* Exercise *
All of the data below is to be copied exactly.

* Supplied records *
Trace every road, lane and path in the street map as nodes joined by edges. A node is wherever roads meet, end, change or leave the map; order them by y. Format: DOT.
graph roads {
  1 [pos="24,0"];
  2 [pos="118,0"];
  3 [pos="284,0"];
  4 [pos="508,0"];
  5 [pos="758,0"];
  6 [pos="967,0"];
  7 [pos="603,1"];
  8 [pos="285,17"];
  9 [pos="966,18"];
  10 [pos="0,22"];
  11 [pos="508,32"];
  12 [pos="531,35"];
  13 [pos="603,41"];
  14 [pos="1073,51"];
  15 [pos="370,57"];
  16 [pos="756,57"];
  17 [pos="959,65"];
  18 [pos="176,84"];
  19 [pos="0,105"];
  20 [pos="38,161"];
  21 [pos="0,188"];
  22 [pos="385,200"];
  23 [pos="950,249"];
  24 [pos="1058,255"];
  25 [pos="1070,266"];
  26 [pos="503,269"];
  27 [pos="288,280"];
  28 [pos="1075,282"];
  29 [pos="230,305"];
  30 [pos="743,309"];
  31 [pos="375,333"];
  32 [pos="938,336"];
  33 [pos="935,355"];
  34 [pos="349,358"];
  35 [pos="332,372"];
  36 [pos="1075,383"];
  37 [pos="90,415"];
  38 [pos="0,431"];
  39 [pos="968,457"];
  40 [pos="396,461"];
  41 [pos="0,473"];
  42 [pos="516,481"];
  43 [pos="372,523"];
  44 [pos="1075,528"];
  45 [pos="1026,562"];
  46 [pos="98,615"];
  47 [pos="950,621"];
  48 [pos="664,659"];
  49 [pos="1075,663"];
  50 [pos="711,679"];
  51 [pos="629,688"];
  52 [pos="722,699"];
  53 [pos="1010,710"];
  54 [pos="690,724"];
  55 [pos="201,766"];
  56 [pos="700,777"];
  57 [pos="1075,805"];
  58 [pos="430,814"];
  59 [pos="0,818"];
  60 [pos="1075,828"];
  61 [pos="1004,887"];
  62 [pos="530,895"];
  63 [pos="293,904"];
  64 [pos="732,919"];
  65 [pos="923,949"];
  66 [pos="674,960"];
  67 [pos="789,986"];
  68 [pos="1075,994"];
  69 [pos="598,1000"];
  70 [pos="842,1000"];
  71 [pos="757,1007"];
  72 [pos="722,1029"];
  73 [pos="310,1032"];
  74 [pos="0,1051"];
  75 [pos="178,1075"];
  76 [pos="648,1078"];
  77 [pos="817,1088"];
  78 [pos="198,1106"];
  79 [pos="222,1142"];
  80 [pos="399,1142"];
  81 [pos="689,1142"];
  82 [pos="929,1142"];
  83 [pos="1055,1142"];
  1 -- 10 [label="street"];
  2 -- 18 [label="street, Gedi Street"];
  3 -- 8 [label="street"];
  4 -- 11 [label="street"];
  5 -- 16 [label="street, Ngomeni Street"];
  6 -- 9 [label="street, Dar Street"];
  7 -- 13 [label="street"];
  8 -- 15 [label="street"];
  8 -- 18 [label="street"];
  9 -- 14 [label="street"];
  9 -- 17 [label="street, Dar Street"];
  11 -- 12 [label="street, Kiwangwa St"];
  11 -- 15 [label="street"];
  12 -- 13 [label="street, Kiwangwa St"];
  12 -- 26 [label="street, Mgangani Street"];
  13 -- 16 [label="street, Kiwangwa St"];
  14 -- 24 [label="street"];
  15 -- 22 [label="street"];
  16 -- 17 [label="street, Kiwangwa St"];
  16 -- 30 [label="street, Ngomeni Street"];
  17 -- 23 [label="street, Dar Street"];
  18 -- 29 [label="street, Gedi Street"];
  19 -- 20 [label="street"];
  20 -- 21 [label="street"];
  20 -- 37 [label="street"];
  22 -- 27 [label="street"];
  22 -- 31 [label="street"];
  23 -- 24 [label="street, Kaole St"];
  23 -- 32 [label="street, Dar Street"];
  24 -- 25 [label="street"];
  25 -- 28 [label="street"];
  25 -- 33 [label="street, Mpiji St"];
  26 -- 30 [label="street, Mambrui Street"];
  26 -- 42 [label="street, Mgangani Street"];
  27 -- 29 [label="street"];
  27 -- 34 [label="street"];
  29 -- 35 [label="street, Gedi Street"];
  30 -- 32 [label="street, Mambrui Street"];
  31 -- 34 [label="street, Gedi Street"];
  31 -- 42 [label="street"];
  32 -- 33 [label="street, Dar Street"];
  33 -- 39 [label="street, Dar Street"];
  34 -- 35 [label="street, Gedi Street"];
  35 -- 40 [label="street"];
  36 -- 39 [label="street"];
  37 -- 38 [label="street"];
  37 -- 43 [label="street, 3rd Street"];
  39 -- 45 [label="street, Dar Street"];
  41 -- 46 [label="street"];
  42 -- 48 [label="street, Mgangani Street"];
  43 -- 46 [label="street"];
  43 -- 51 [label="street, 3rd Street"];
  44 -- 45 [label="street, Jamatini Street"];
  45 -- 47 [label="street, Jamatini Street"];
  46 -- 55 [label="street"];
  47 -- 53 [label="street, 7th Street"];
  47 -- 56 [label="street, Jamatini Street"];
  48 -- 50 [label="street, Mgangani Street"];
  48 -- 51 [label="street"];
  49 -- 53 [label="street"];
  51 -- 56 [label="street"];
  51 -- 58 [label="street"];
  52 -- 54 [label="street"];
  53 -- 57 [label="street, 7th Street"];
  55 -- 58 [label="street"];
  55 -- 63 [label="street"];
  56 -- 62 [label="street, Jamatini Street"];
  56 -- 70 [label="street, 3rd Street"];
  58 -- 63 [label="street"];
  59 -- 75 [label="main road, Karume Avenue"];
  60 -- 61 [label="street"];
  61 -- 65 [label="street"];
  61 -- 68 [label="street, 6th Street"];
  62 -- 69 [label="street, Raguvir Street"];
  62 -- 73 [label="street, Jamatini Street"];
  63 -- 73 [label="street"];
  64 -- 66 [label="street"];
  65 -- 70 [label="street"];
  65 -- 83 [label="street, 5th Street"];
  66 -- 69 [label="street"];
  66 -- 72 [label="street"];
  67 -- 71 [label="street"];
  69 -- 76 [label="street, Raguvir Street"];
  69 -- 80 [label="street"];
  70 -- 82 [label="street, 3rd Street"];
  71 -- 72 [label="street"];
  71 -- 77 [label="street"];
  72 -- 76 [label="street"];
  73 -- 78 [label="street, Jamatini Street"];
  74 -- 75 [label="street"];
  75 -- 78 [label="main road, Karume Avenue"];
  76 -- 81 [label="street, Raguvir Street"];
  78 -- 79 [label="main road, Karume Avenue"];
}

* Solution to the problem *
Trace every road, lane and path in the street map as nodes joined by edges. A node is wherever roads meet, end, change or leave the map; order them by y. Format: DOT.
graph roads {
  1 [pos="24,0"];
  2 [pos="118,0"];
  3 [pos="284,0"];
  4 [pos="508,0"];
  5 [pos="758,0"];
  6 [pos="967,0"];
  7 [pos="603,1"];
  8 [pos="285,17"];
  9 [pos="966,18"];
  10 [pos="0,22"];
  11 [pos="508,32"];
  12 [pos="531,35"];
  13 [pos="603,41"];
  14 [pos="1073,51"];
  15 [pos="370,57"];
  16 [pos="756,57"];
  17 [pos="959,65"];
  18 [pos="176,84"];
  19 [pos="0,105"];
  20 [pos="38,161"];
  21 [pos="0,188"];
  22 [pos="385,200"];
  23 [pos="950,249"];
  24 [pos="1058,255"];
  25 [pos="1070,266"];
  26 [pos="503,269"];
  27 [pos="288,280"];
  28 [pos="1075,282"];
  29 [pos="230,305"];
  30 [pos="743,309"];
  31 [pos="375,333"];
  32 [pos="938,336"];
  33 [pos="935,355"];
  34 [pos="349,358"];
  35 [pos="332,372"];
  36 [pos="1075,383"];
  37 [pos="90,415"];
  38 [pos="0,431"];
  39 [pos="968,457"];
  40 [pos="396,461"];
  41 [pos="0,473"];
  42 [pos="516,481"];
  43 [pos="372,523"];
  44 [pos="1075,528"];
  45 [pos="1026,562"];
  46 [pos="98,615"];
  47 [pos="950,621"];
  48 [pos="664,659"];
  49 [pos="1075,663"];
  50 [pos="711,679"];
  51 [pos="629,688"];
  52 [pos="722,699"];
  53 [pos="1010,710"];
  54 [pos="690,724"];
  55 [pos="201,766"];
  56 [pos="700,777"];
  57 [pos="1075,805"];
  58 [pos="430,814"];
  59 [pos="0,818"];
  60 [pos="1075,828"];
  61 [pos="1004,887"];
  62 [pos="530,895"];
  63 [pos="293,904"];
  64 [pos="732,919"];
  65 [pos="923,949"];
  66 [pos="674,960"];
  67 [pos="789,986"];
  68 [pos="1075,994"];
  69 [pos="598,1000"];
  70 [pos="842,1000"];
  71 [pos="757,1007"];
  72 [pos="722,1029"];
  73 [pos="310,1032"];
  74 [pos="0,1051"];
  75 [pos="178,1075"];
  76 [pos="648,1078"];
  77 [pos="817,1088"];
  78 [pos="198,1106"];
  79 [pos="222,1142"];
  80 [pos="399,1142"];
  81 [pos="689,1142"];
  82 [pos="929,1142"];
  83 [pos="1055,1142"];
  1 -- 10 [label="street"];
  2 -- 18 [label="street, Gedi Street"];
  3 -- 8 [label="street"];
  4 -- 11 [label="street"];
  5 -- 16 [label="street, Ngomeni Street"];
  6 -- 9 [label="street, Dar Street"];
  7 -- 13 [label="street"];
  8 -- 15 [label="street"];
  8 -- 18 [label="street"];
  9 -- 14 [label="street"];
  9 -- 17 [label="street, Dar Street"];
  11 -- 12 [label="street, Kiwangwa St"];
  11 -- 15 [label="street"];
  12 -- 13 [label="street, Kiwangwa St"];
  12 -- 26 [label="street, Mgangani Street"];
  13 -- 16 [label="street, Kiwangwa St"];
  14 -- 24 [label="street"];
  15 -- 22 [label="street"];
  16 -- 17 [label="street, Kiwangwa St"];
  16 -- 30 [label="street, Ngomeni Street"];
  17 -- 23 [label="street, Dar Street"];
  18 -- 29 [label="street, Gedi Street"];
  19 -- 20 [label="street"];
  20 -- 21 [label="street"];
  20 -- 37 [label="street"];
  22 -- 27 [label="street"];
  22 -- 31 [label="street"];
  23 -- 24 [label="street, Kaole St"];
  23 -- 32 [label="street, Dar Street"];
  24 -- 25 [label="street"];
  25 -- 28 [label="street"];
  25 -- 33 [label="street, Mpiji St"];
  26 -- 30 [label="street, Mambrui Street"];
  26 -- 42 [label="street, Mgangani Street"];
  27 -- 29 [label="street"];
  27 -- 34 [label="street"];
  29 -- 35 [label="street, Gedi Street"];
  30 -- 32 [label="street, Mambrui Street"];
  31 -- 34 [label="street, Gedi Street"];
  31 -- 42 [label="street"];
  32 -- 33 [label="street, Dar Street"];
  33 -- 39 [label="street, Dar Street"];
  34 -- 35 [label="street, Gedi Street"];
  35 -- 40 [label="street"];
  36 -- 39 [label="street"];
  37 -- 38 [label="street"];
  37 -- 43 [label="street, 3rd Street"];
  39 -- 45 [label="street, Dar Street"];
  41 -- 46 [label="street"];
  42 -- 48 [label="street, Mgangani Street"];
  43 -- 46 [label="street"];
  43 -- 51 [label="street, 3rd Street"];
  44 -- 45 [label="street, Jamatini Street"];
  45 -- 47 [label="street, Jamatini Street"];
  46 -- 55 [label="street"];
  47 -- 53 [label="street, 7th Street"];
  47 -- 56 [label="street, Jamatini Street"];
  48 -- 50 [label="street, Mgangani Street"];
  48 -- 51 [label="street"];
  49 -- 53 [label="street"];
  51 -- 56 [label="street"];
  51 -- 58 [label="street"];
  52 -- 54 [label="street"];
  53 -- 57 [label="street, 7th Street"];
  55 -- 58 [label="street"];
  55 -- 63 [label="street"];
  56 -- 62 [label="street, Jamatini Street"];
  56 -- 70 [label="street, 3rd Street"];
  58 -- 63 [label="street"];
  59 -- 75 [label="main road, Karume Avenue"];
  60 -- 61 [label="street"];
  61 -- 65 [label="street"];
  61 -- 68 [label="street, 6th Street"];
  62 -- 69 [label="street, Raguvir Street"];
  62 -- 73 [label="street, Jamatini Street"];
  63 -- 73 [label="street"];
  64 -- 66 [label="street"];
  65 -- 70 [label="street"];
  65 -- 83 [label="street, 5th Street"];
  66 -- 69 [label="street"];
  66 -- 72 [label="street"];
  67 -- 71 [label="street"];
  69 -- 76 [label="street, Raguvir Street"];
  69 -- 80 [label="street"];
  70 -- 82 [label="street, 3rd Street"];
  71 -- 72 [label="street"];
  71 -- 77 [label="street"];
  72 -- 76 [label="street"];
  73 -- 78 [label="street, Jamatini Street"];
  74 -- 75 [label="street"];
  75 -- 78 [label="main road, Karume Avenue"];
  76 -- 81 [label="street, Raguvir Street"];
  78 -- 79 [label="main road, Karume Avenue"];
}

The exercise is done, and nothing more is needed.